Parecía que no salía, pero salió. El cielo amenazaba lluvia y, efectivamente, llovió. Lo que pasa es que el Santo Entierro de Bercianos se las ingenió para desfilar con el agua pegada a los talones. El chaparrón grande pilló a los cofrades ya con el templo de San Mamés a la vista y con casi todo el ritual cumplido, así que éxito para la cofradía, que en 2024 se limitó a hacer el descendimiento por culpa de las precipitaciones y que, esta vez, supo encontrar una ventana para caminar hasta el calvario
Premio para los turistas y los curiosos que se acercaron por primera vez a conocer las particularidades de una procesión que puede presumir de ser una de las más genuinas de la provincia. Los cofrades, vestidos de blanco de la cabeza a los pies, llevan puesta su propia mortaja, la ropa con la que dormirán el sueño eterno. Algo inquietante, sí, pero también diferencial para un pueblo que se entrega y que se llena.

Por eso molestan tanto las nubes cuando está por llegar la hora, porque la expectación es grande y la devoción también. En la plaza, suena la voz de las mujeres mayores de Bercianos. Lo hace durante un buen rato, mientras el Cristo preside la escena cubierto por un plástico. Al rato se suman la Virgen Dolorosa y la urna donde irá Jesús desenclavado. Los cofrades también ponen ese patrimonio a cubierto. Los paraguas se abren. Llueve en la tarde de Viernes Santo.
Con todo en contra, y con el añadido innecesario de un viento que tortura, salen todos los hermanos del templo de San Mamés. También las mujeres de luto y los mozos, que escoltan al cura que da el sermón. Esta vez, el sacerdote es Pedro Faúndez, que no se demora. Algo sabe. El religioso da la señal: «Procedamos». Y otros dos compañeros suben la escalera y desenclavan según la retahíla. «Quitadle el titulus, quitadle la corona de espinas, quitadle el clavo de la mano derecha…». Así hasta que el cuerpo articulado queda suelto y los cofrades lo colocan en la urna.

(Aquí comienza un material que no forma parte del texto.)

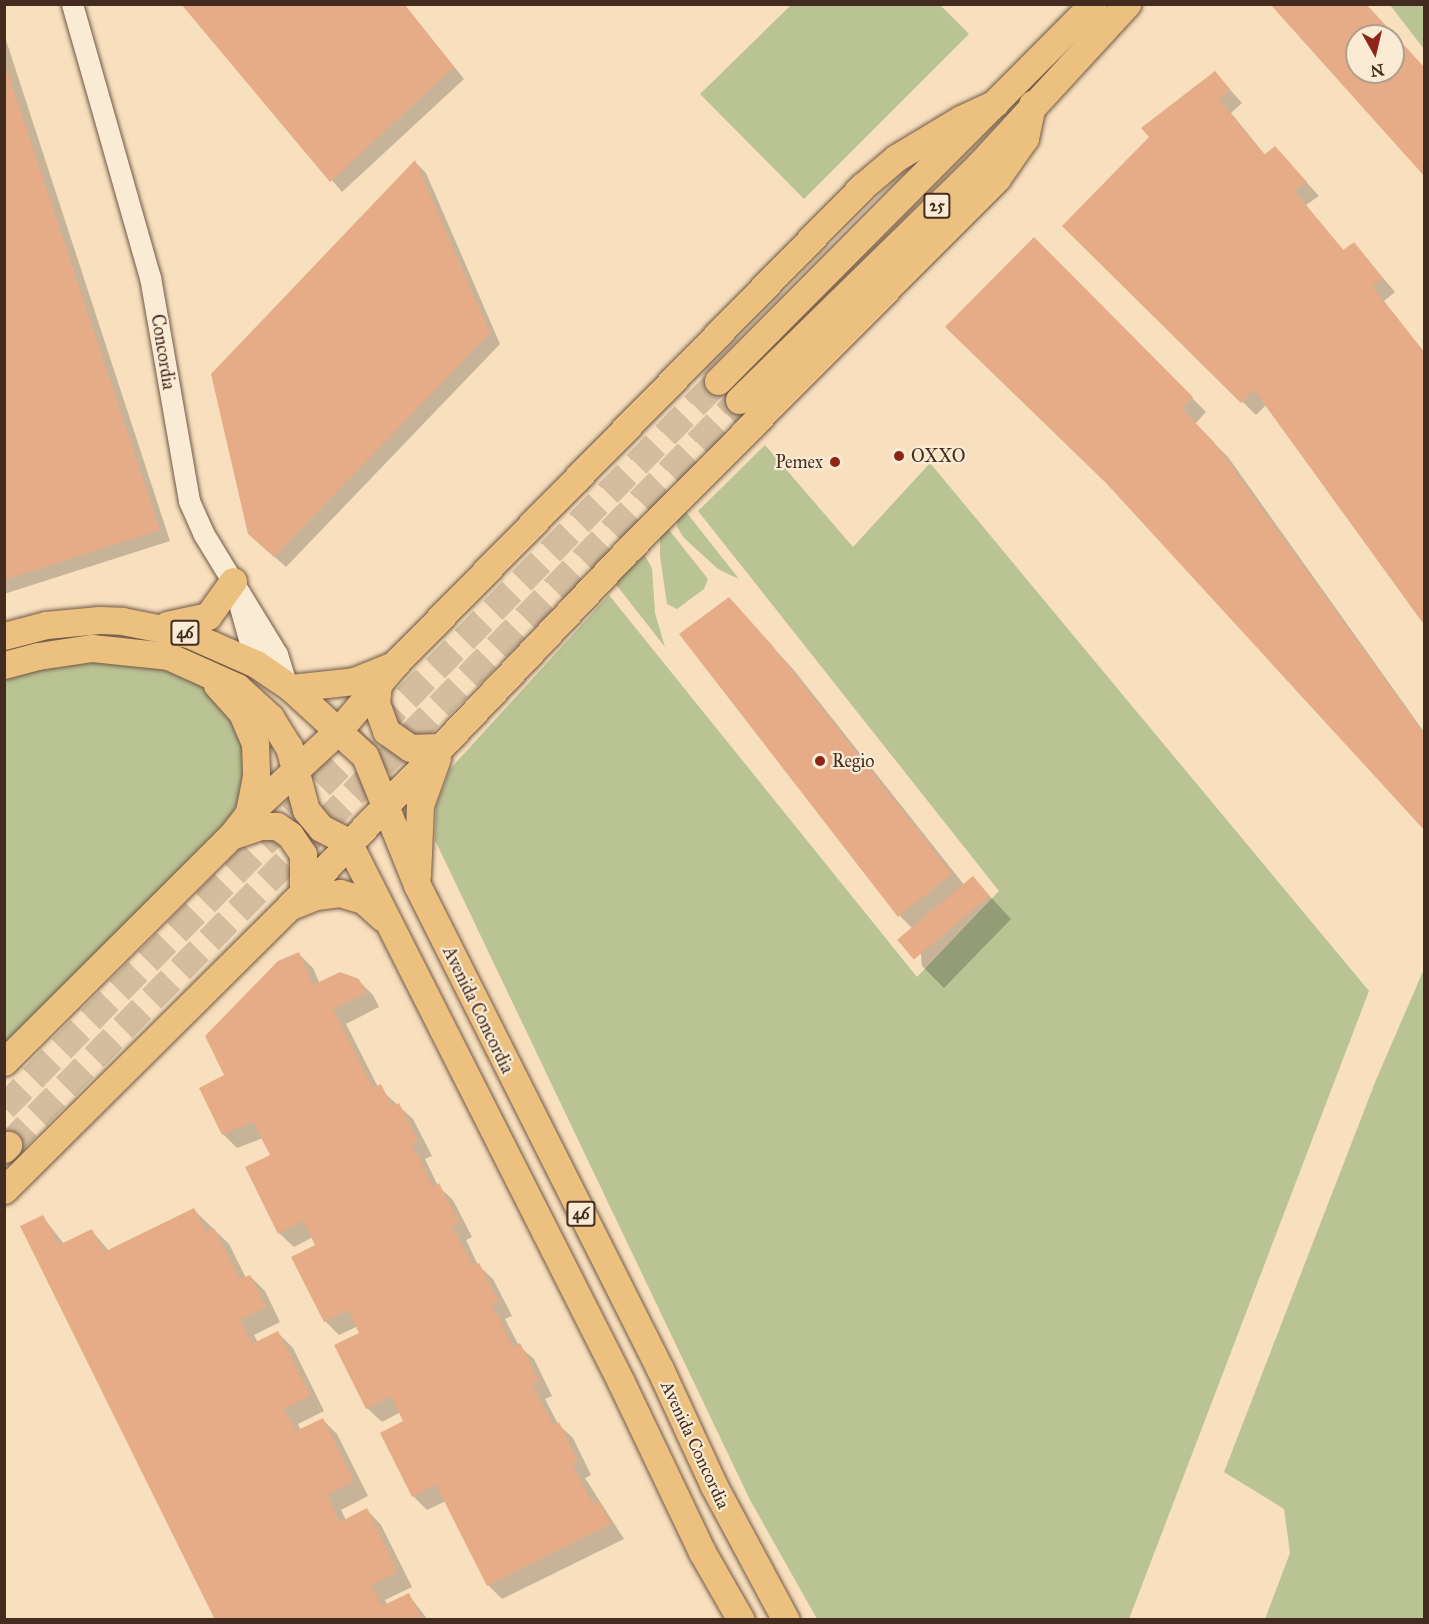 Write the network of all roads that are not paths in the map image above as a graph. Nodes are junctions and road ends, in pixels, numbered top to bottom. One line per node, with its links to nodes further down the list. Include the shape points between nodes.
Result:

Faúndez remata con un par de aportes de su cosecha: «Nuestros pueblos están muertos y, ahora que muere también Cristo, parece que viven», señala el cura, que apela a la unión real entre las gentes: «Ahora, nos quedamos en un me gusta que no nos compromete. No estamos vinculados», lamenta. Cuando termina el sacerdote, quedan casi diez minutos para las cinco, la hora del desfile. Pero no hay tiempo. La procesión tiene que salir.

El aguante con los pendones
Y allá va, con los pendones. ¿Recuerdan el viento? En la carretera que sube al calvario, al cementerio en las afueras de Bercianos, las rachas pegan fuerte y complican la vida de los mozos que agarran el mástil como si protegieran su vida. Los tipos sudan, pero se aguantan. Y suben. Detrás van los hermanos y las mujeres, que cantan y mueven a la Virgen. Arriba, los cofrades entonan el Miserere y se sitúan para regresar. Lo harán rápido.
Y es que, poco después de iniciar el descenso, con el horizonte de la belleza reverdecida de este rincón de Aliste, la lluvia que había dado media hora de tregua llama otra vez a la puerta. Y lo hace con fuerza. La cofradía aprieta el paso, conviene resguardarse de nuevo en San Mamés. Pero ya todo se ha cumplido. Y en tiempo récord.